Mutually Assured Destruction
Learn about mutually assured destruction (MAD) — the Cold War nuclear doctrine that paradoxically kept the peace by ensuring any nuclear attack would mean total annihilation.
Mutually Assured Destruction (MAD) was the paradoxical nuclear doctrine that defined the Cold War: the idea that if both superpowers possessed enough nuclear weapons to destroy each other completely, neither would dare launch a first strike. Peace was maintained not through trust or goodwill, but through the certainty that nuclear war would mean the end of both attacker and defender — and possibly civilization itself.
The doctrine emerged gradually as both sides built nuclear arsenals of staggering size. By the 1980s, the United States and Soviet Union together possessed over 60,000 nuclear warheads — enough to destroy the world many times over.

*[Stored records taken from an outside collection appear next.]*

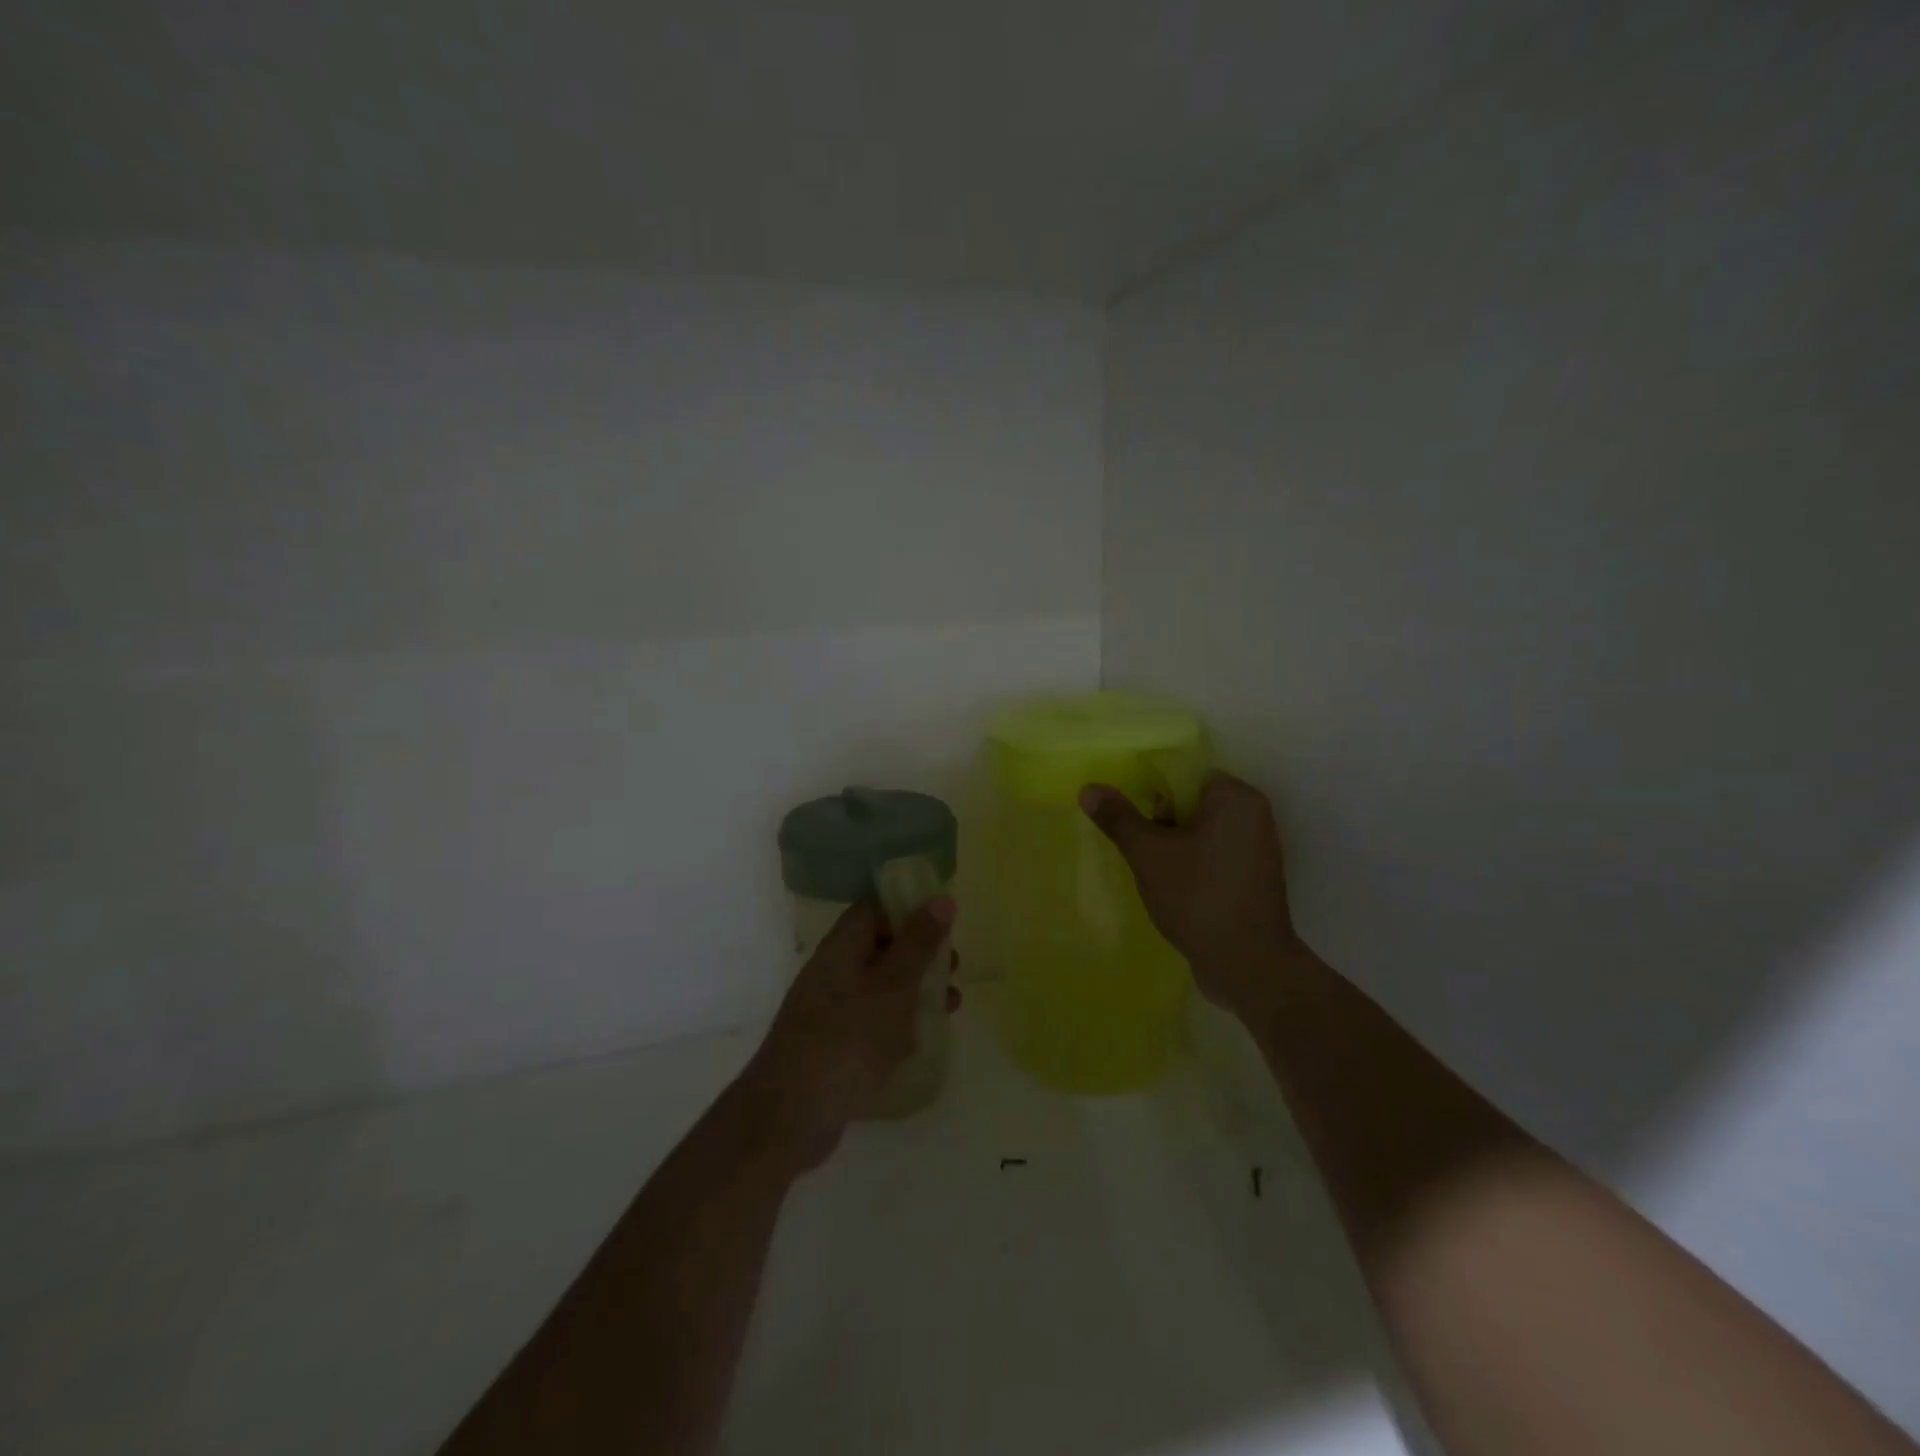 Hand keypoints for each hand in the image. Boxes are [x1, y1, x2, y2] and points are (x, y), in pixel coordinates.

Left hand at [736, 897, 957, 1171]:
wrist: (791, 1114)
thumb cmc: (849, 1038)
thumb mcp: (894, 985)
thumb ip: (918, 943)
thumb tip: (941, 898)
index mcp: (842, 946)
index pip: (875, 907)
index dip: (909, 906)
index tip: (945, 919)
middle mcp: (832, 970)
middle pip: (880, 946)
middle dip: (920, 953)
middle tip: (954, 966)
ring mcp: (829, 1009)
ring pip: (880, 985)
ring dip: (915, 989)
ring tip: (952, 1003)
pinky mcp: (833, 1044)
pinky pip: (871, 1020)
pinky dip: (899, 1021)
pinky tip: (923, 1039)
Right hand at [1080, 772, 1299, 1016]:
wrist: (1247, 964)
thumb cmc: (1197, 895)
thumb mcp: (1148, 853)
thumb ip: (1119, 818)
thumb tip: (1089, 788)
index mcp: (1235, 797)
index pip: (1185, 775)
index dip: (1154, 794)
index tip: (1135, 821)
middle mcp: (1254, 815)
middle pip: (1193, 802)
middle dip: (1162, 822)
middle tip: (1144, 850)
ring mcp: (1258, 849)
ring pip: (1202, 832)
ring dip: (1175, 847)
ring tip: (1154, 872)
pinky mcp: (1254, 879)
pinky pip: (1215, 857)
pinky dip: (1193, 866)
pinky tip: (1174, 890)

Each maintained a 'nuclear triad' of land-based missiles, submarine-launched missiles, and bomber aircraft, ensuring that even a devastating first strike could not prevent a retaliatory second strike. This 'balance of terror' kept the Cold War cold.
MAD created strange contradictions. Arms control agreements like SALT and START limited weapons numbers but preserved the fundamental logic of mutual destruction. Anti-missile defense systems were restricted because they might undermine the balance of terror. Critics argued that MAD was insane — betting civilization on the rationality of leaders — while defenders argued it was the only thing preventing World War III. The doctrine raises questions about nuclear weapons that remain unresolved: can deterrence work forever, or is nuclear war eventually inevitable?